EXERCISE INPUTS:

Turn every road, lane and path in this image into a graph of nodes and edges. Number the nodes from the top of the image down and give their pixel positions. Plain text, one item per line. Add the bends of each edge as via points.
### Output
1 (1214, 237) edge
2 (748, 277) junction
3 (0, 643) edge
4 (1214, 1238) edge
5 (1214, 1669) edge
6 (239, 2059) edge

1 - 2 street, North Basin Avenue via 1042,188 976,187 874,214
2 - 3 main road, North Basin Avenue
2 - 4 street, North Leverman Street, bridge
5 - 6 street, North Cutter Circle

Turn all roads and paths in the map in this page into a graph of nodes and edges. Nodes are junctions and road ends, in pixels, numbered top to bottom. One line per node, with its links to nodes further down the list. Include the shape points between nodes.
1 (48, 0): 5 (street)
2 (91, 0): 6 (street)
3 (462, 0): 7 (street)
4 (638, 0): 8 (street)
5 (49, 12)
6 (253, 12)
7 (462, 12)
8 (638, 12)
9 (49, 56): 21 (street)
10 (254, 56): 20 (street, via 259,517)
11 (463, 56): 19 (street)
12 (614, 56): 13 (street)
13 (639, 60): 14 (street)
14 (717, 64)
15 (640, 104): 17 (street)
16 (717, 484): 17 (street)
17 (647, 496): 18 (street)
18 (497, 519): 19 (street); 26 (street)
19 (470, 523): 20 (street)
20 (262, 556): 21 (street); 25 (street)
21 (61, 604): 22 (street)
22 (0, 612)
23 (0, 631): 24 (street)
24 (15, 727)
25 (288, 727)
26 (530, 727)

TASK DIRECTIONS: Each line of the data is to be retyped exactly as shown.

ANSWER BOX:
Turn every road, lane and path in this image into a graph of nodes and edges. Number the nodes from the top of the image down and give their pixel positions. Plain text, one item per line. Add the bends of each edge as via points.
### Output
1 (1214, 237) edge
2 (748, 277) junction
3 (0, 643) edge
4 (1214, 1238) edge
5 (1214, 1669) edge
6 (239, 2059) edge

1 - 2 street, North Basin Avenue via 1042,188 976,187 874,214
2 - 3 main road, North Basin Avenue
2 - 4 street, North Leverman Street, bridge
5 - 6 street, North Cutter Circle

Turn all roads and paths in the map in this page into a graph of nodes and edges. Nodes are junctions and road ends, in pixels, numbered top to bottom. One line per node, with its links to nodes further down the list. Include the shape points between nodes.
1 (48, 0): 5 (street)
2 (91, 0): 6 (street)
3 (462, 0): 7 (street)
4 (638, 0): 8 (street)
5 (49, 12)
6 (253, 12)
7 (462, 12)
8 (638, 12)
9 (49, 56): 21 (street)
10 (254, 56): 20 (street, via 259,517)
11 (463, 56): 19 (street)
12 (614, 56): 13 (street)
13 (639, 60): 14 (street)
14 (717, 64)
15 (640, 104): 17 (street)
16 (717, 484): 17 (street)
17 (647, 496): 18 (street)
18 (497, 519): 19 (street); 26 (street)
19 (470, 523): 20 (street)
20 (262, 556): 21 (street); 25 (street)
21 (61, 604): 22 (street)
22 (0, 612)
23 (0, 631): 24 (street)
24 (15, 727)
25 (288, 727)
26 (530, 727)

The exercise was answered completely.